5. Forward Look & Next Steps
As we continue to deliver the STER recommendations, our priorities include mobilising our national TechScaler network and ensuring we support communities, start-ups and businesses across our tech sector as much as possible.
Next, we will:
- Open the TechScaler network from November 2022 to all tech start-ups in Scotland
- Publish the Ana Stewart Review on Women’s Entrepreneurship
- Deliver Computing Science teacher upskilling and recruitment initiatives
- Develop more investment vehicles to support entrepreneurship
- Deliver a new innovative way to embed entrepreneurship in colleges, and universities, through Entrepreneurial Campuses.
- Bring all of our work on entrepreneurship - as set out in STER, NSET and the forthcoming Stewart Review - together under a single national programme to establish Scotland as a leading Start-Up Nation
In keeping with this broader focus, our 10 year National Strategy for Economic Transformation also commits to eventually broadening out the support offered through our national TechScaler network to all start-ups in Scotland, regardless of sector or type of business.
In July 2022, Professor Mark Logan was appointed as Scotland’s Chief Entrepreneur. Recruiting the right person into this post was a key commitment in the National Strategy for Economic Transformation in order to ensure entrepreneurship is embedded in our economy, and partnerships with industry and investors are prioritised and strengthened.

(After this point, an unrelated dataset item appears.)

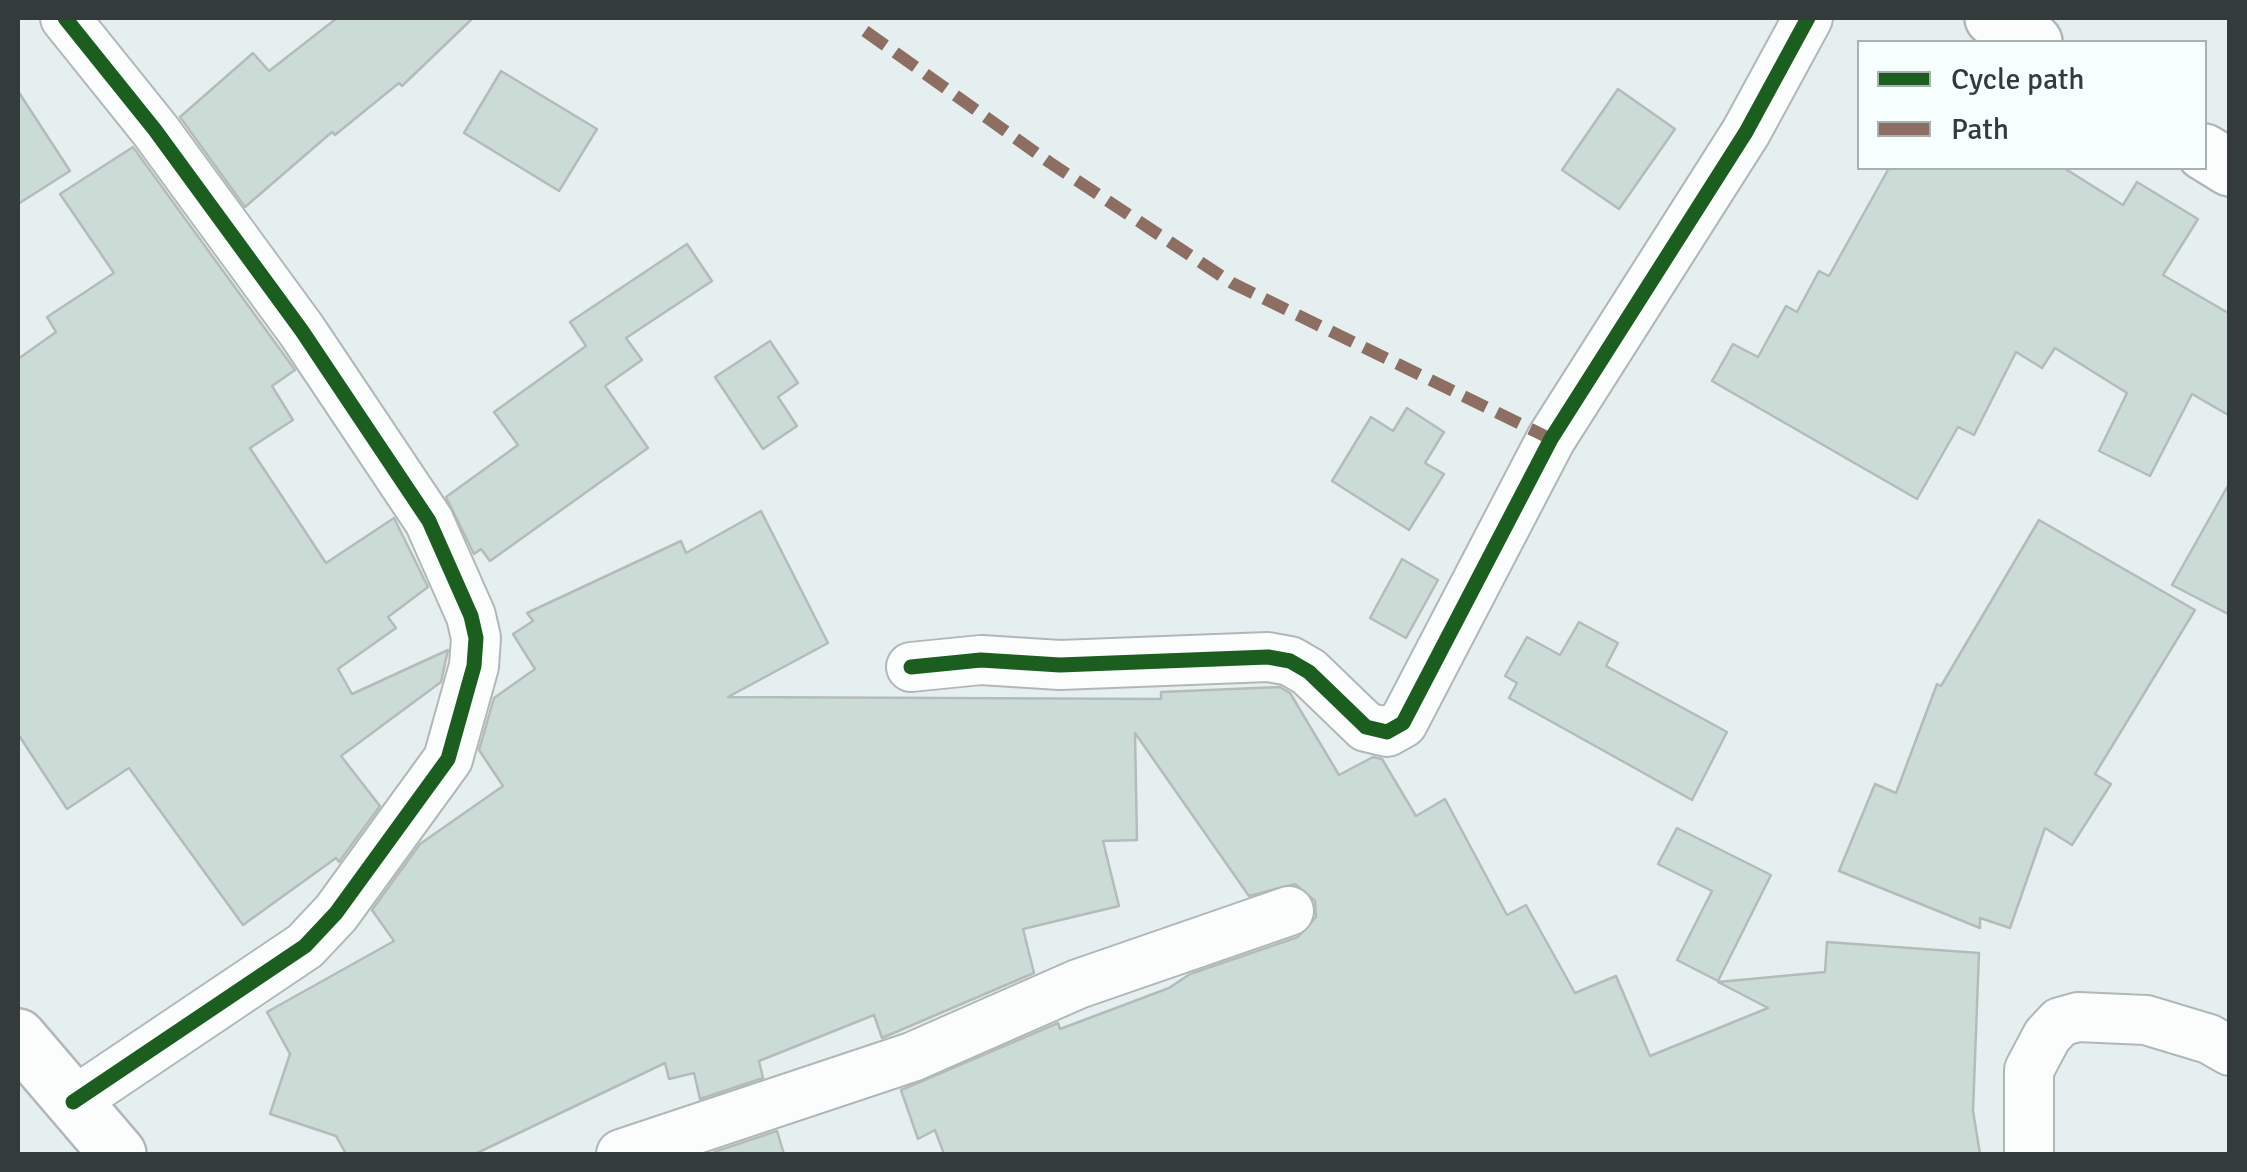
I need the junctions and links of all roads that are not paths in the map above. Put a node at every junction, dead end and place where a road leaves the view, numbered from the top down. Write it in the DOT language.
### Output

The Chief Entrepreneur will:
- Engage with Scotland’s existing community of start-up founders, entrepreneurship programmes and small businesses to ensure that government policy and operational delivery meets the needs of businesses
- Ensure that entrepreneurship is embedded in the education and skills systems with clear routes established for entrepreneurs who want to set up a business
- Support increased diversity and inclusion in business start-up and scaling, and
- Embed an ‘entrepreneurial-first’ approach across the public sector.

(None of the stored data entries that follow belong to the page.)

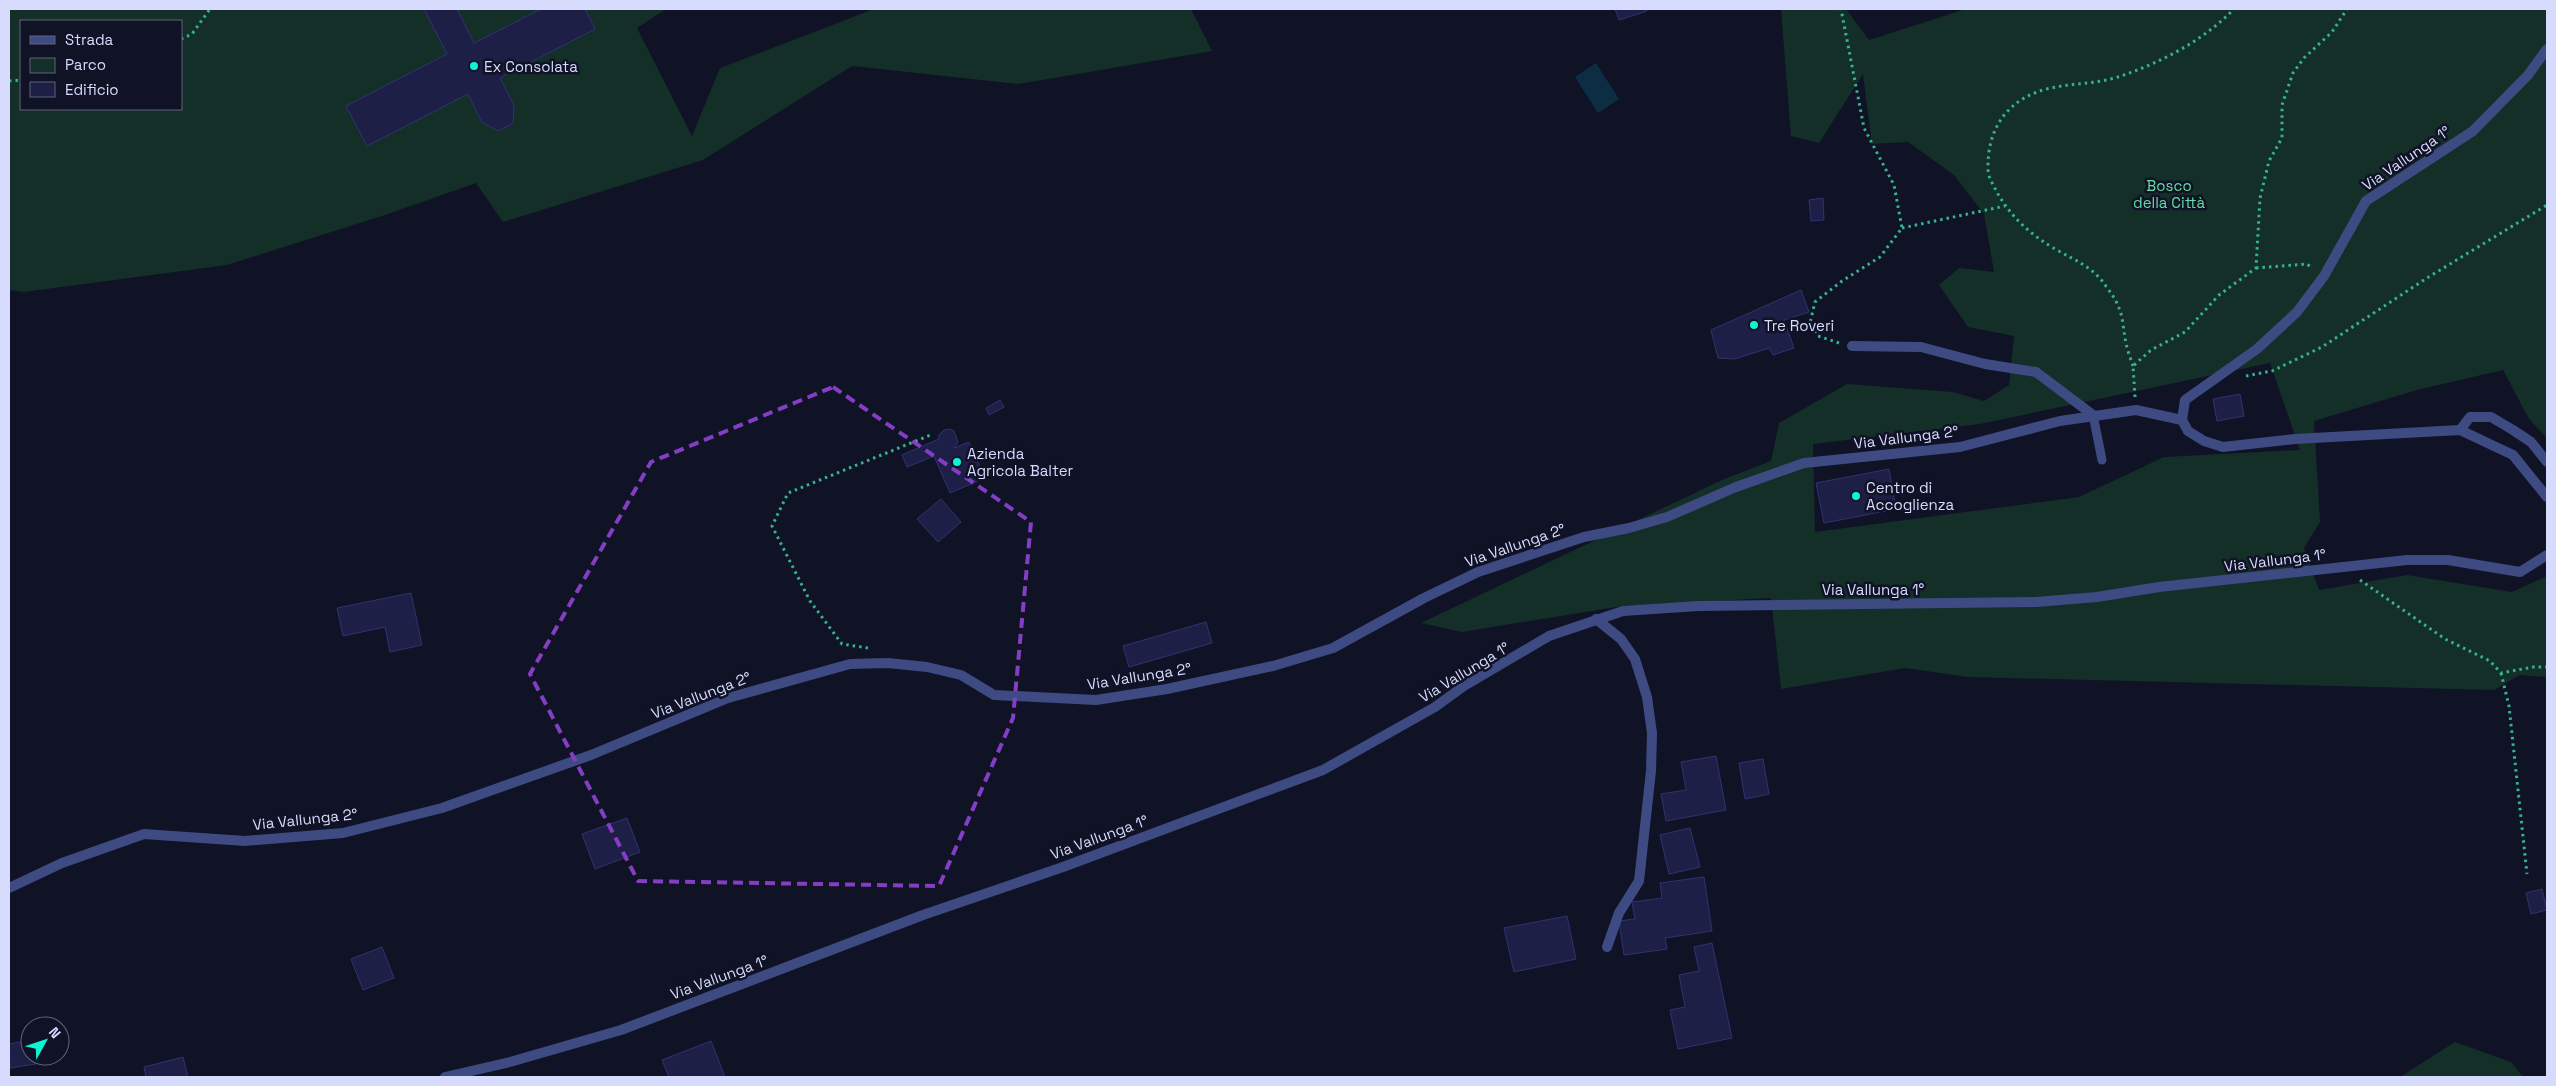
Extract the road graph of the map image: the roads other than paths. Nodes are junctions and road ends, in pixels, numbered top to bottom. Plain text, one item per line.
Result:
1 (2547, 49) edge
2 (1852, 346) road end
3 (2093, 415) junction
4 (2182, 420) junction
5 (2460, 430) junction
6 (2102, 460) dead end
7 (2547, 462) edge
8 (2547, 497) edge
9 (2547, 555) edge
10 (1596, 619) junction
11 (9, 888) edge
12 (1606, 946) dead end
13 (445, 1077) edge

1 - 4 street, Via Vallunga 1°
2 - 3 street
3 - 4 street, Via Vallunga 2°
3 - 6 lane
3 - 11 street, Via Vallunga 2°
4 - 5 street
5 - 7 street
5 - 8 street
9 - 10 street, Via Vallunga 1°
10 - 12 street
10 - 13 street, Via Vallunga 1°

Afterword – Mark Logan, STER author and Chief Entrepreneur
I’m particularly encouraged by two aspects of how key recommendations contained in STER are being implemented. The first is the collaborative partnership approach being adopted between government, education and industry stakeholders.
The second is the systems-oriented approach being applied, which recognises that we must both create the best possible environment for today’s start-ups (for example through initiatives such as Ecosystem Fund and our TechScaler network), while also preparing for the longer term (for example, through our educational initiatives designed to improve the supply of talent into the ecosystem.)
These efforts bring together infrastructural, educational and funding components to create an enhanced platform for technical entrepreneurship in Scotland. Our opportunity now is to continue to build upon and extend that platform, providing a world-class environment for entrepreneurship in all its forms.
This work will continue through the delivery of the National Strategy for Economic Transformation, the implementation of the upcoming Stewart Review, and further initiatives currently in development under the auspices of the Chief Entrepreneur initiative.
For Scotland’s people to thrive, we must create opportunity. In the current uncertain environment, that is more important than ever. Creating opportunity depends on people starting new things. We have a responsibility as a nation to create an outstanding environment in which to do so.
This report is an important milestone on our journey. It illustrates that such a goal is achievable when we work together with ambition, purpose and clarity. It’s now time to move forward again, to make our next update just as compelling.